Пушкинские интонации этих очень современных по духу и очень точных по инструментовке ямбов задели академические струны моей истерзанной верлибрами души — и я решилась, наконец, попытать Максима вопросами, не относящимися к нашей прогулке…
М. С. Существует мнение, что в последние несколько лет наметился некий «Ренессанс» литературной критики. Так ли это, на Ваш взгляд? Насколько состояние современной критики отвечает реалиям насущного литературного процесса? Можете ли Вы назвать имена самых значимых для этого процесса персон (имеются в виду критики и литературоведы)?
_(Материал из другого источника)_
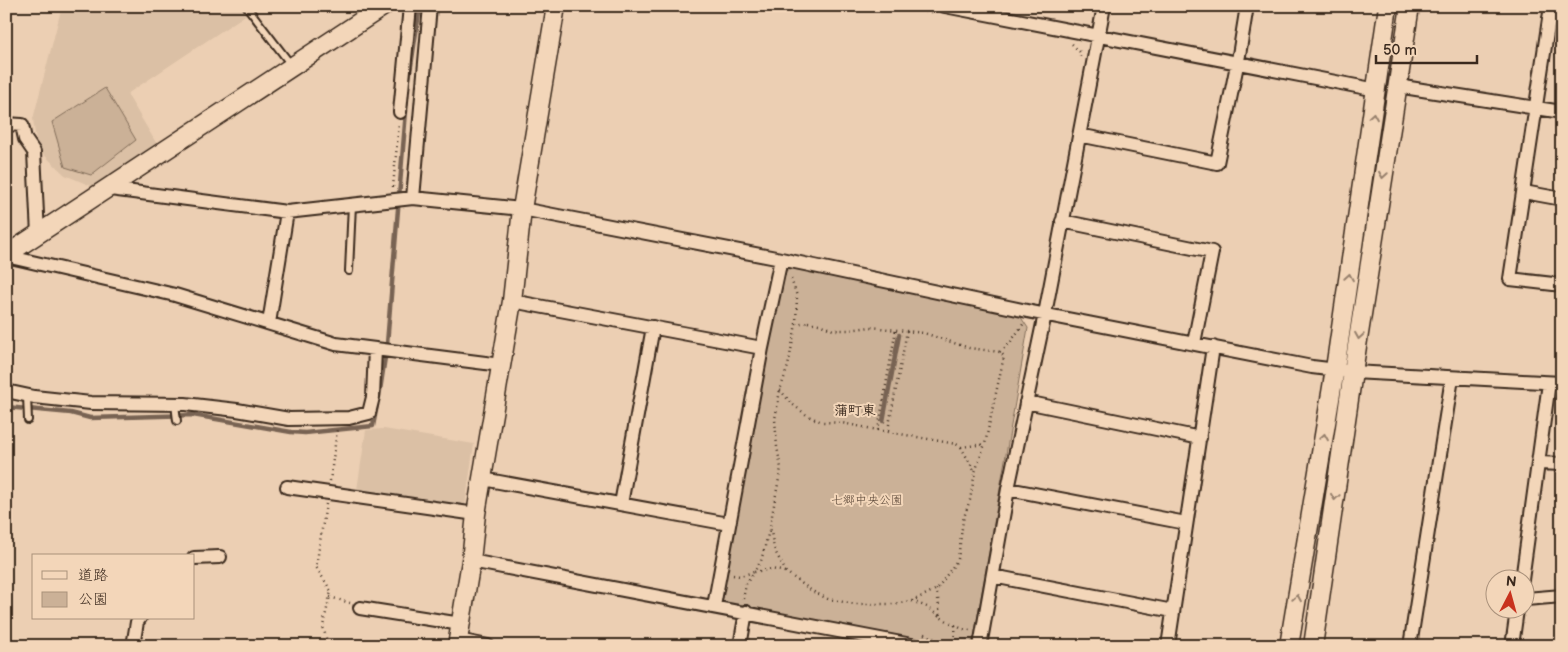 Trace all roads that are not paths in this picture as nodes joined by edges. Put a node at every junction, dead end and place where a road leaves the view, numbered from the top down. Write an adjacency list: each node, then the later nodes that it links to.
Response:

М. Л. Начну с имён. Мария Ремизова — лауреат премии им. Белкина, сотрудник журнала «Октябрь», Анна Кузнецова и Евгения Вежлян из «Знамени» (говорят, последняя ещё и не без успеха ведёт семинар критики в Институте журналистики и литературного творчества), Игорь Фролов из «Бельских просторов», Сергей Беляков из «Урала». Непререкаемые «новомировцы» Ирина Роднянская и Владимир Губайловский. Алёна Бондарева, публикующая в последние месяцы острые обзоры журналов в «Литературной России», Андрей Рудалев, Кирилл Анкудинов, Михаил Бойко… Безусловно, вся экзокритическая группа «ПоПуГан» (Елена Погорелая, Валерия Пустовая, Алиса Ганиева).